Xilio Therapeutics
Principal Scientist, CMC Drug Product Development
Xilio Therapeutics, Waltham, Massachusetts, United States, 02254
Principal Scientist, CMC Drug Product Development
Waltham, Massachusetts
Xilio Therapeutics is a clinical‑stage biotechnology company discovering and developing tumor‑activated immuno‑oncology therapies with the goal of significantly improving outcomes for people living with cancer without the systemic side effects of current treatments. The company is using its proprietary platform to advance a pipeline of novel tumor‑activated clinical and preclinical I‑O molecules that are designed to optimize the therapeutic index by localizing anti‑tumor activity within the tumor microenvironment. Learn more at http://www.xiliotx.com.
Summary The Principal Scientist, CMC Drug Product Development, is a crucial role within Technical Operations with responsibility for technical oversight of drug product development and manufacturing operations at Xilio Therapeutics. The ideal candidate will have strong technical experience in biologics formulation and drug product development from candidate discovery through IND filing.
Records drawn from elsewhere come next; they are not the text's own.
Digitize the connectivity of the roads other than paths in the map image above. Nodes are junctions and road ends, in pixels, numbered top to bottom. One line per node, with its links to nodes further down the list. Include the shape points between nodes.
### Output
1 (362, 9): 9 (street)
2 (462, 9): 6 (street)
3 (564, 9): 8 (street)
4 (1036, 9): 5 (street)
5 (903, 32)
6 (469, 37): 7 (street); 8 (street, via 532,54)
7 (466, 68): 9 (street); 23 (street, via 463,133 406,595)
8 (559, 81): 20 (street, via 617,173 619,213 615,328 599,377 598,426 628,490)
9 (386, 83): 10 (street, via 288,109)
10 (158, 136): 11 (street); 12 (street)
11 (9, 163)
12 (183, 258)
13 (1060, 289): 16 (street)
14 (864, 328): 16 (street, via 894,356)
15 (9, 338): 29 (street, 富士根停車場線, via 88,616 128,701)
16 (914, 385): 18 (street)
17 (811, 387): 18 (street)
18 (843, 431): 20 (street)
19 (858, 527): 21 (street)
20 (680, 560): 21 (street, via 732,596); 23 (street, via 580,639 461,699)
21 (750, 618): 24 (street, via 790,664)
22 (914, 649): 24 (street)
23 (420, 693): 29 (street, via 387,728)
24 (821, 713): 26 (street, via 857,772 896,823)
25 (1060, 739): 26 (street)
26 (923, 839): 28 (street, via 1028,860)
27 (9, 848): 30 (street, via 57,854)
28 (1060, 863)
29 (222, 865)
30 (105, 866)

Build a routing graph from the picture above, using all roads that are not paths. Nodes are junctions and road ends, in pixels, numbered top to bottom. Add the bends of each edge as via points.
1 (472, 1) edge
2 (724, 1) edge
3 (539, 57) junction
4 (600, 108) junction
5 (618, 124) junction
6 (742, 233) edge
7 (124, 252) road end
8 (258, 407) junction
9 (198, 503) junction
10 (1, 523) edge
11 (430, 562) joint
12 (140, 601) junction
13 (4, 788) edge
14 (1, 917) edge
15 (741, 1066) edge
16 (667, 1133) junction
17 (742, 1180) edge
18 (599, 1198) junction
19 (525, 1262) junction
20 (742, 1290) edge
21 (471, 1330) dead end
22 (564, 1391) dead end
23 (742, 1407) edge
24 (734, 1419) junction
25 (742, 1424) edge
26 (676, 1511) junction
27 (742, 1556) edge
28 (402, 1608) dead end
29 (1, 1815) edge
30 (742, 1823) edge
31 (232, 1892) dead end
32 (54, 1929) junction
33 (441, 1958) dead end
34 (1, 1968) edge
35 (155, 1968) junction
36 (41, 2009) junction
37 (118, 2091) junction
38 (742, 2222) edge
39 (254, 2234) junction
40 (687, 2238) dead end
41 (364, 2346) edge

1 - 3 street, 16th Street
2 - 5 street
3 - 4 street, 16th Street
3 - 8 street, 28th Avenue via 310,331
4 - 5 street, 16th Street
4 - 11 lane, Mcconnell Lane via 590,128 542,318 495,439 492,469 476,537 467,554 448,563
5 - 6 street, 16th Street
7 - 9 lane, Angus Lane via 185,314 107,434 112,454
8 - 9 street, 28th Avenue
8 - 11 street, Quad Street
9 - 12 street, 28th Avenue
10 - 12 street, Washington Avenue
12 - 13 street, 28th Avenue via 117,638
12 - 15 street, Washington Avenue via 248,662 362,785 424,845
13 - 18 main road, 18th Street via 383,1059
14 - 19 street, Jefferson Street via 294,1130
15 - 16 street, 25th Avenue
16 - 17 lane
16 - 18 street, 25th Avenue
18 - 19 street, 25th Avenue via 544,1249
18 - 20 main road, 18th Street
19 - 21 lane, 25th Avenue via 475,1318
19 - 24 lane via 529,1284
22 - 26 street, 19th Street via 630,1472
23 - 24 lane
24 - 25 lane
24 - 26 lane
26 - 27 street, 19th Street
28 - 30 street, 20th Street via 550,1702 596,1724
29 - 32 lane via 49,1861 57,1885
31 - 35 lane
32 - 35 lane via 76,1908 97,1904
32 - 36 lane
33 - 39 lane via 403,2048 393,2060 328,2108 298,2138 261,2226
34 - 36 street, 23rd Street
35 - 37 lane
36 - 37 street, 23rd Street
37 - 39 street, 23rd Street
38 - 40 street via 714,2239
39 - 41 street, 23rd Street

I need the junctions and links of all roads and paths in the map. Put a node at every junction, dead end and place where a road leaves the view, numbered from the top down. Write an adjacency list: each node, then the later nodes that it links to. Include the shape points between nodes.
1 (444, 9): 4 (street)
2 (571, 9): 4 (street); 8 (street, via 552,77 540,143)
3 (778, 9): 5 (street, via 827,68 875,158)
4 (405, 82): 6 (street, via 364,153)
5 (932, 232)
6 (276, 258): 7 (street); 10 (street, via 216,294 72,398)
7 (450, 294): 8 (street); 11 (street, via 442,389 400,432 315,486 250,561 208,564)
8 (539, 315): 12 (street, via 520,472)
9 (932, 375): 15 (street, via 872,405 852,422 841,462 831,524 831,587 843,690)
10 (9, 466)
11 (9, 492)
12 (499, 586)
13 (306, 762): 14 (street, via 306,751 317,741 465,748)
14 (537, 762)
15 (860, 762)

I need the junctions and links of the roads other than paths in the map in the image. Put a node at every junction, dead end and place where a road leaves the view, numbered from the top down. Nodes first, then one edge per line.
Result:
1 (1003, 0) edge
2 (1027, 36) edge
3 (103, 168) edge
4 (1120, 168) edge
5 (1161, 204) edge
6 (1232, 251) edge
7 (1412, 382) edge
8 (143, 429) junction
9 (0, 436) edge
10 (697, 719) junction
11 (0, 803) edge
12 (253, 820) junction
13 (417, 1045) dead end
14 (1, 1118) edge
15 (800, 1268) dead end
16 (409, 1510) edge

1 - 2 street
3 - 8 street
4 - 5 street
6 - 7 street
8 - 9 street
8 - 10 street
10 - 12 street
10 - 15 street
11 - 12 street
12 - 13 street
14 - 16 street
This role collaborates with internal cross‑functional teams and external project teams and supports the Head of Technical Operations in developing expedited CMC development strategies.
Job Responsibilities
Collaborate with Analytical Sciences on early formulation and developability studies
Provide technical oversight of formulation and drug product development activities at CDMO(s), including determination of final dosage form and container/closure system
Collaborate with Drug Substance Process Development on determination of appropriate formulation and storage conditions for drug substance
Perform technical review and approval of CDMO‑generated drug product documentation, including development protocols/reports, master and executed batch records, stability protocols/reports, risk assessments, deviations, change controls, and temperature excursions
Serve as person‑in‑plant (remote or in‑person) for non‑GMP and GMP drug product manufacturing campaigns
Oversee and coordinate clinical in‑use studies, working with Clinical and Clinical Operations on study design and materials
Work with key stakeholders to develop product supply plans and associated operational plans to ensure continuity of drug supply and materials availability
Compile and or review Drug Product‑related CMC sections for pre‑INDs, INDs and other regulatory documents
Build and maintain external relationships with third‑party service providers
Represent Technical Operations in cross‑functional project meetings
Skills, Qualifications, and Requirements
Minimum of an M.S. degree in science (e.g., biology, chemistry, pharmacy, medical, engineering or related field) with 8+ years of biologics drug product development experience, or a Ph.D. with 6+ years of relevant experience
Experience in formulation and drug product development for biologics
Experience working with external third‑party vendors and/or biological contract manufacturing and the ability to execute CMC development projects
Knowledge of applicable regulations (cGMP, FDA regulations, PTC and guidelines, ICH guidelines, EU guidelines, applicable pharmacopoeias)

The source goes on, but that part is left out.